Then, the second script reads the file named products.csv with the same two formatting conventions, again for dates and numbers respectively:

read "/sample/products.csv" \
    date:"yy/MM/dd" number:"0,0" as Products with
  Product : text
  Price : number
  LaunchDate : date

show table "Products" with
  Products.Product
  Products.Price
  Products.LaunchDate

In the scripts above, the date format indicates that the date will be composed of the year (two digits), followed by the month (two digits), followed by the day (two digits), using the slash / as the separator. Similarly, the number format indicates that no thousand separator is used, but that the comma , is used as the decimal separator.

More generally, the syntax for date follows:

The syntax for number is as follows (Y represents the number decimal separator and X the thousand separator):

Envision provides a symmetric behavior on the read and write sides. If a specified format is used to write data, assuming no data gets lost, then the same data can be read with the same options.

These formatting and parsing behaviors should not be confused with presentation behaviors offered by StyleCode, which will be covered in greater detail in a later section. These options only impact how data is read from files and how it is written to files. The appearance of the dashboard is not impacted by those options.

Renaming read columns

The name of a column, as found in the flat file, may not be a valid variable name in Envision. Thus, Envision provides a mechanism to rename columns as found in input files. So far, we have only seen the basic column read syntax, as illustrated by:

read "/sample/products.csv" as Products with
  Product : text
  Price : number

In the above script, there are two column reads, Product : text and Price : number. The column name comes first, followed by a semicolon and the data type.

The flat files and spreadsheets are restricted to the following data types, both for read and write: text, number, date, boolean. Ionic files support all data types except markdown. Specifying the data type is mandatory in Envision.

Let’s refresh the file products.csv with the following script:

table Products = with
  [| as Product, as Price |]
  [| "shirt", 10.50 |]
  [| "pants", 15.00 |]
  [| "hat", 5.25 |]

show table "Products" write:"/sample/products.csv" with
  Products.Product as "My Product"
  Products.Price

The above script is almost identical to the one we had introduced in a previous section, except for the line Products.Product as "My Product" which specifies "My Product" as an alternative column name in the file to be exported. This name is precisely chosen because it is not compatible with an Envision variable name due to its inner whitespace. There are many more write options, we will revisit those in a later section.

The syntax we have introduced so far would not be compatible with such an invalid column name, however, this situation can be addressed with:

read "/sample/products.csv" as Products with
  Product : text = read("My Product")
  Price : number

The above script leverages the read keyword in order to introduce "My Product" as the text literal that will be used to match the column name as found in the file.

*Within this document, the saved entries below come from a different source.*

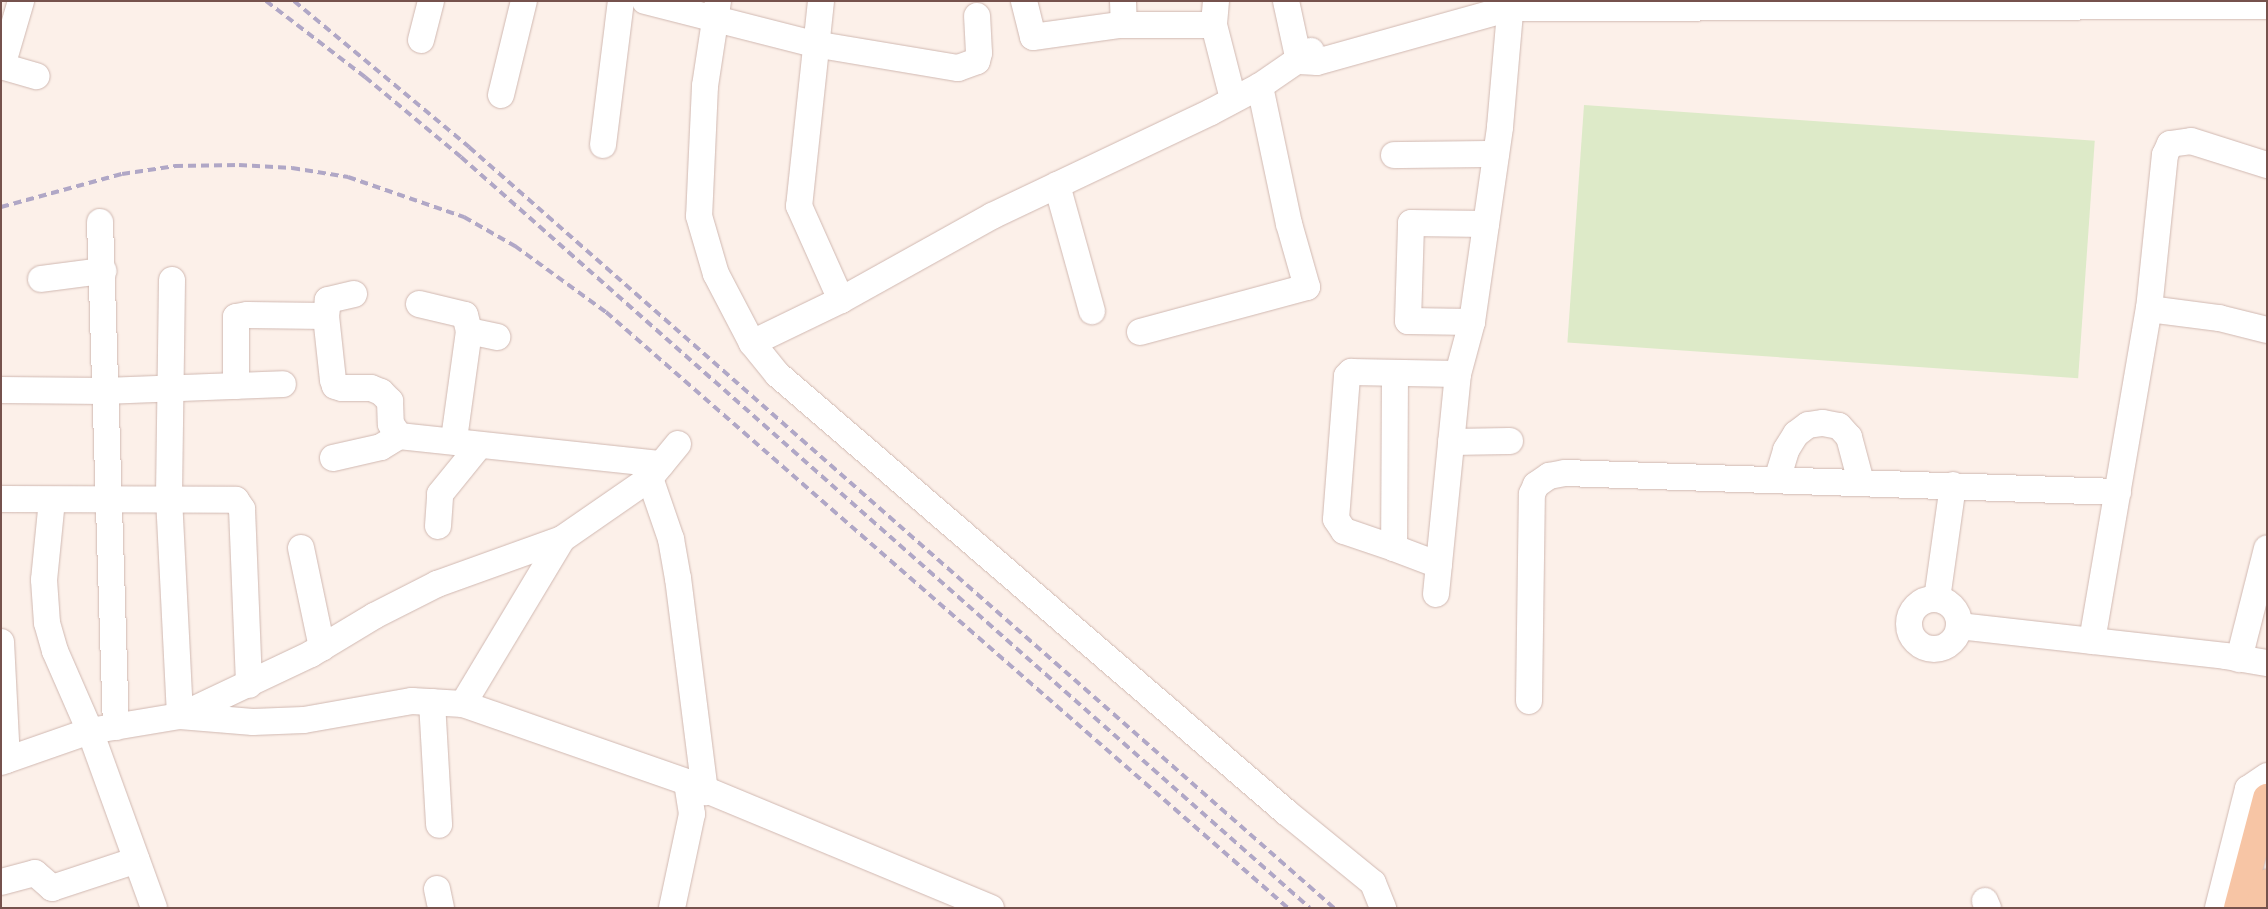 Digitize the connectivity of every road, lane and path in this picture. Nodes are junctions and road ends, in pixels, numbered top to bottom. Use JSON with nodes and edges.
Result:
{"nodes":[{"id":1,"x":22,"y":1,"type":"edge"},
{"id":2,"x":431,"y":1,"type":"edge"},
{"id":3,"x":524,"y":1,"type":"edge"},
{"id":4,"x":621,"y":1,"type":"edge"},
{"id":5,"x":645,"y":1,"type":"edge"},
{"id":6,"x":820,"y":1,"type":"edge"},
{"id":7,"x":1024,"y":1,"type":"edge"},
{"id":8,"x":1286,"y":1,"type":"edge"},
{"id":9,"x":1468,"y":1,"type":"edge"},
{"id":10,"x":1942,"y":3,"type":"edge"},
{"id":11,"x":1511,"y":5,"type":"edge"},
{"id":12,"x":2267,"y":6,"type":"edge"},
{"id":13,"x":717,"y":11,"type":"edge"},
{"id":14,"x":1124,"y":13,"type":"edge"},
{"id":15,"x":1215,"y":13,"type":"edge"},
{"id":16,"x":977,"y":16,"type":"dead end"},
{"id":17,"x":421,"y":40,"type":"dead end"},
{"id":18,"x":814,"y":44,"type":"junction"},
{"id":19,"x":1298,"y":61,"type":"junction"},
{"id":20,"x":2,"y":66,"type":"edge"},
{"id":21,"x":36,"y":76,"type":"dead end"},
{"id":22,"x":1260,"y":86,"type":"junction"},
{"id":23,"x":501,"y":96,"type":"dead end"},
{"id":24,"x":1233,"y":99,"type":"junction"},
{"id":25,"x":603,"y":145,"type":"dead end"},
{"id":26,"x":1496,"y":154,"type":"junction"},
{"id":27,"x":1394,"y":155,"type":"dead end"},
{"id":28,"x":2267,"y":165,"type":"edge"},
{"id":29,"x":1057,"y":185,"type":"junction"},
{"id":30,"x":100,"y":222,"type":"dead end"},
{"id":31,"x":1486,"y":224,"type":"junction"},
{"id":32,"x":103,"y":271,"type":"junction"},
{"id":33,"x":42,"y":279,"type":"dead end"},
{"id":34,"x":172,"y":280,"type":"dead end"},
{"id":35,"x":354,"y":294,"type":"dead end"},
{"id":36,"x":841,"y":300,"type":"junction"},
{"id":37,"x":419,"y":304,"type":"dead end"},
{"id":38,"x":2148,"y":309,"type":"junction"},
{"id":39,"x":1092,"y":311,"type":"dead end"},
{"id":40,"x":326,"y":316,"type":"junction"},
{"id":41,"x":1472,"y":322,"type":"junction"},
{"id":42,"x":2267,"y":330,"type":"edge"},
{"id":43,"x":469,"y":331,"type":"junction"},
{"id":44,"x":1140,"y":332,"type":"dead end"},
{"id":45,"x":497,"y":337,"type":"dead end"},
{"id":46,"x":752,"y":342,"type":"junction"},
{"id":47,"x":1395,"y":373,"type":"junction"},
{"id":48,"x":1458,"y":374,"type":"junction"},
{"id":49,"x":282,"y":384,"type":"dead end"},
{"id":50,"x":236,"y":386,"type":"junction"},
{"id":51,"x":171,"y":389,"type":"junction"},
{"id":52,"x":1,"y":390,"type":"edge"},
{"id":53,"x":104,"y":391,"type":"junction"},
{"id":54,"x":399,"y":436,"type":"junction"},
{"id":55,"x":454,"y":439,"type":"junction"},
{"id":56,"x":1451,"y":442,"type":"junction"},
{"id":57,"x":1510,"y":442,"type":"dead end"},
{"id":58,"x":678,"y":444,"type":"dead end"},
{"id":59,"x":479,"y":446,"type":"junction"},
{"id":60,"x":333,"y":458,"type":"dead end"},
{"id":61,"x":656,"y":471,"type":"junction"},
{"id":62,"x":1778,"y":480,"type":"junction"},
{"id":63,"x":1861,"y":482,"type":"junction"},
{"id":64,"x":1953,"y":485,"type":"junction"},
{"id":65,"x":2118,"y":492,"type":"junction"},
{"id":66,"x":107,"y":498,"type":"junction"},
{"id":67,"x":170,"y":498,"type":"junction"},
{"id":68,"x":1,"y":499,"type":"edge"},
{"id":69,"x":52,"y":500,"type":"junction"},
{"id":70,"x":438,"y":526,"type":"dead end"},
{"id":71,"x":562,"y":539,"type":"junction"},
{"id":72,"x":301,"y":548,"type":"dead end"},
{"id":73,"x":1394,"y":548,"type":"junction"},
{"id":74,"x":2267,"y":548,"type":"edge"},
{"id":75,"x":1439,"y":565,"type":"junction"},
{"id":76,"x":1436,"y":594,"type":"dead end"},
{"id":77,"x":1937,"y":599,"type":"junction"},
{"id":78,"x":1959,"y":626,"type":"junction"},
{"id":79,"x":2092,"y":641,"type":"junction"},
{"id":80,"x":1,"y":642,"type":"edge"},
{"id":81,"x":322,"y":648,"type":"junction"},
{"id":82,"x":2239,"y":658,"type":"junction"},
{"id":83,"x":2267,"y":664,"type":"edge"},
{"id":84,"x":249,"y":685,"type":"junction"},
{"id":85,"x":1529,"y":701,"type":"dead end"},
{"id":86,"x":432,"y":702,"type":"junction"},
{"id":87,"x":463,"y":704,"type":"junction"},
{"id":88,"x":180,"y":716,"type":"junction"},
{"id":89,"x":116,"y":727,"type":"junction"},
{"id":90,"x":90,"y":731,"type":"junction"},
{"id":91,"x":4,"y":761,"type":"edge"},
{"id":92,"x":2267,"y":776,"type":"edge"},
{"id":93,"x":696,"y":787,"type":"junction"},
{"id":94,"x":2265,"y":805,"type":"edge"},
{"id":95,"x":439,"y":825,"type":"dead end"},
{"id":96,"x":137,"y":860,"type":"junction"},
{"id":97,"x":1,"y":882,"type":"edge"},
{"id":98,"x":2267,"y":883,"type":"edge"},
{"id":99,"x":154,"y":908,"type":"edge"},
{"id":100,"x":672,"y":908,"type":"edge"},
{"id":101,"x":991,"y":908,"type":"edge"},
{"id":102,"x":1383,"y":908,"type":"edge"},
{"id":103,"x":2218,"y":908,"type":"edge"},
{"id":104,"x":2238,"y":908,"type":"edge"},
{"id":105,"x":2259,"y":908,"type":"edge"}],
"edges":[{"from":1,"to":20,"type":"street"},
{"from":2,"to":17,"type":"street"},
{"from":3,"to":23,"type":"street"},
{"from":4,"to":25,"type":"street"},
{"from":5,"to":13,"type":"street"},
{"from":6,"to":18,"type":"street"},
{"from":7,"to":14,"type":"street"},
{"from":8,"to":19,"type":"street"},
{"from":9,"to":19,"type":"street"},
{"from":10,"to":11,"type":"street"},
{"from":10,"to":12,"type":"street"},
{"from":11,"to":19,"type":"street"},
{"from":11,"to":26,"type":"street"},
{"from":13,"to":18,"type":"street"},
{"from":13,"to":46,"type":"street"},
{"from":14,"to":15,"type":"street"},
{"from":15,"to":24,"type":"street"},
{"from":16,"to":18,"type":"street"},
{"from":18,"to":36,"type":"street"},
{"from":19,"to":22,"type":"street"},
{"from":20,"to":21,"type":"street"},
{"from":22,"to":24,"type":"street"},
{"from":22,"to":44,"type":"street"},
{"from":24,"to":29,"type":"street"},
{"from":26,"to":27,"type":"street"},
{"from":26,"to":31,"type":"street"},
{"from":28,"to":38,"type":"street"},
{"from":29,"to":36,"type":"street"},
{"from":29,"to":39,"type":"street"},
{"from":30,"to":32,"type":"street"},
{"from":31,"to":41,"type":"street"},
{"from":31,"to":41,"type":"street"},
{"from":32,"to":33,"type":"street"},
{"from":32,"to":53,"type":"street"},
{"from":34,"to":51,"type":"street"},
{"from":35,"to":40,"type":"street"},
{"from":36,"to":46,"type":"street"},
{"from":37,"to":43,"type":"street"},
{"from":38,"to":42,"type":"street"},
{"from":38,"to":65,"type":"street"},
{"from":40,"to":50,"type":"street"},
{"from":40,"to":54,"type":"street"},
{"from":41,"to":48,"type":"street"},
{"from":43,"to":45,"type":"street"},
{"from":43,"to":55,"type":"street"},
{"from":46,"to":102,"type":"street"},
{"from":47,"to":48,"type":"street"},
{"from":47,"to":73,"type":"street"},
{"from":47,"to":73,"type":"street"},
{"from":48,"to":56,"type":"street"},
{"from":49,"to":50,"type":"street"},
{"from":50,"to":51,"type":"street"},
{"from":51,"to":53,"type":"street"},
{"from":51,"to":67,"type":"street"},
{"from":52,"to":53,"type":"street"},
{"from":53,"to":66,"type":"street"},
{"from":54,"to":55,"type":"street"},
{"from":54,"to":60,"type":"street"},
{"from":55,"to":59,"type":"street"},
{"from":56,"to":57,"type":"street"},
{"from":56,"to":75,"type":"street"},
{"from":58,"to":61,"type":"street"},
{"from":59,"to":61,"type":"street"},
{"from":59,"to":70,"type":"street"},
{"from":61,"to":71,"type":"street"},
{"from":61,"to":93,"type":"street"},
{"from":62,"to":63,"type":"street"},
{"from":62,"to":63,"type":"street"},
{"from":62,"to":85,"type":"street"},
{"from":63,"to":64,"type":"street"},
{"from":64,"to":65,"type":"street"},
{"from":64,"to":77,"type":"street"},
{"from":65,"to":79,"type":"street"},
{"from":66,"to":67,"type":"street"},
{"from":66,"to":69,"type":"street"},
{"from":66,"to":89,"type":"street"},
{"from":67,"to":84,"type":"street"},
{"from":67,"to":88,"type":"street"},
{"from":68,"to":69,"type":"street"},
{"from":69,"to":90,"type":"street"},
{"from":71,"to":81,"type":"street"},
{"from":71,"to":87,"type":"street"},
{"from":72,"to":81,"type":"street"},
{"from":73,"to":75,"type":"street"},
{"from":74,"to":82,"type":"street"},
{"from":75,"to":76,"type":"street"},
{"from":77,"to":78,"type":"street"},
{"from":77,"to":78,"type":"street"},
{"from":78,"to":79,"type":"street"},
{"from":79,"to":82,"type":"street"},
{"from":80,"to":91,"type":"street"},
{"from":81,"to":84,"type":"street"},
{"from":82,"to":83,"type":"street"},
{"from":84,"to":88,"type":"street"},
{"from":86,"to":87,"type":"street"},
{"from":86,"to":88,"type":"street"},
{"from":86,"to":95,"type":"street"},
{"from":87,"to":93,"type":"street"},
{"from":88,"to":89,"type":"street"},
{"from":89,"to":90,"type":"street"},
{"from":90,"to":91,"type":"street"},
{"from":90,"to":96,"type":"street"},
{"from":92,"to":103,"type":"street"},
{"from":93,"to":100,"type":"street"},
{"from":93,"to":101,"type":"street"},
{"from":94,"to":104,"type":"main road"},
{"from":96,"to":97,"type":"street"},
{"from":96,"to":99,"type":"street"},
{"from":98,"to":105,"type":"main road"}]}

If this script is executed right after the previous one, the sequence works.

Unlike valid variable names, the text literal specified through read can be any text value, including whitespaces or accentuated characters for example.

Also, although doing so is not recommended, it is possible to read the column based on its position in the file, using a numeric argument:

read "/sample/products.csv" as Products with
  Product : text = read(1)
  Price : number

Here, 1 represents the leftmost column, 2 is the second leftmost, and so on. Using positions instead of names is brittle, and can easily break if the file format is changed.

Reading heterogeneous files

When reading a single table from many files, all its underlying files may not have the same columns. For example, the Orders table might be the consolidation of the data obtained from a now-defunct legacy ERP and from the current one. The respective file formats may be close enough to warrant a unified read, and yet, the subtle differences between the formats need to be accounted for.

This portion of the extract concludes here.